For those of you concerned about why NuPIC is not doing well
predicting a simple sine wave, Jeff has explained this:

http://lists.numenta.org/pipermail/nupic_lists.numenta.org/2013-June/000327.html
---------
Matt Taylor
OS Community Flag-Bearer
Numenta


On Sat, Apr 26, 2014 at 6:31 PM, Pedro Tabacof <[email protected]> wrote:
> As always Ritchie's results are very interesting.
>
> I have to point out that if Nupic cannot make a better prediction than a
> simple time-series baseline (just forwarding the last output), then it is of
> no use for time-series forecasting.
>
> I think we should probe further to understand what is causing this, because
> I'm sure Nupic is better than this. From my own experience with time-series
> forecasting using Nupic, it should not be worst than a baseline (and should
> be close to state of the art algorithns).
>
> Pedro.
>
> Em 26/04/2014 20:44, "Marek Otahal" <[email protected]> escreveu:
>
>
>>
>> Hi Ritchie,
>>
>>
>> On Sat, Apr 26, 2014 at 8:25 PM, Ritchie Lee <[email protected]>
>> wrote:
>>>
>>> Hi friends of NuPIC,
>>>
>>> ......However, looking closely why does the anomaly score only spike at
>>> the end of the first and second anomalies?  Why not spike at the beginning
>>> (at least) and throughout the anomaly?
>>
>>
>> Just to check, your anomalies are introduced at {6000, 6500, 7000, 7500)

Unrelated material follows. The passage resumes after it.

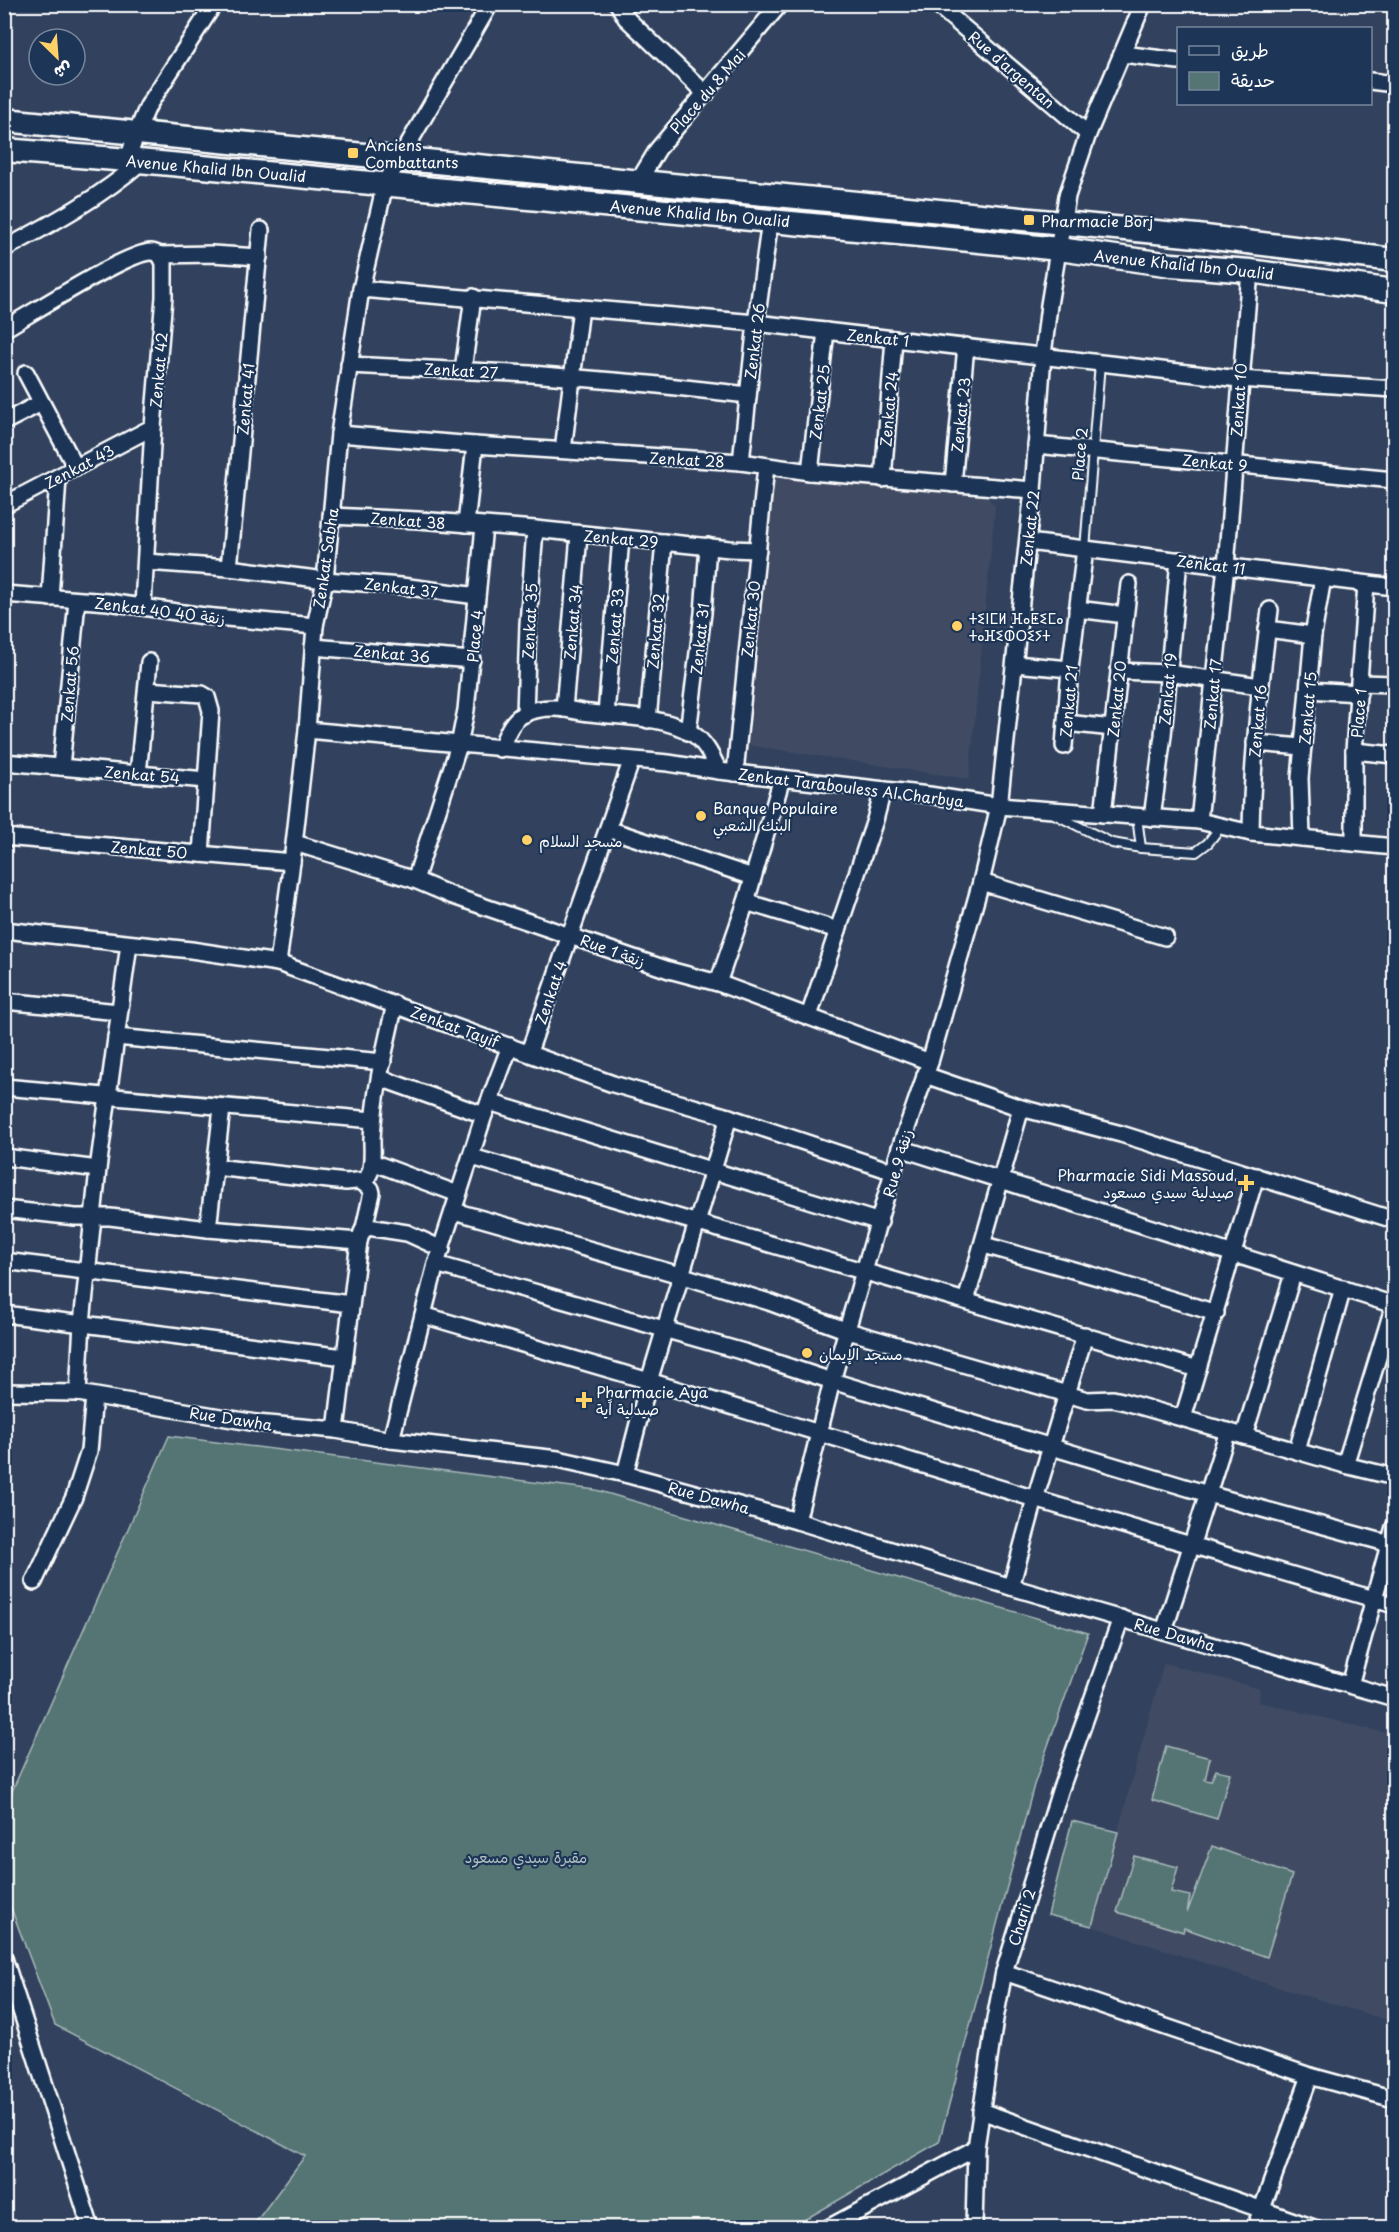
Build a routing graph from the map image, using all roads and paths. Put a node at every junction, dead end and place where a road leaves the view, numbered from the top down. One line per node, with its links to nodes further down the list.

>> for about 100 steps, right?
>> Looks like (un)lucky coincidence to me, but it seems at times 6000, 6500
>> you introduce the anomaly "at the middle of the wave", where sin(x)=0, so
>> the first first anomaly step is actually not an anomaly, the for 99 steps
>> same value is not an anomaly either,
>> only the jump at the end (from 0 to -1) triggers an anomaly. (#1)
>>
>> At 7000, 7500 thhe introduced anomaly might have cought the predicted sine
>> at a different phase, triggering anomaly right off (and multiple times?)
>> ...if this is true, Nupic already outsmarted us! :)
>>
>>>
>>> Also, why is the prediction so good, and residual so small at the
>>> beginning?
>>
>>
>> Answer to this can be found in Nick Mitri's email: [nupic-discuss]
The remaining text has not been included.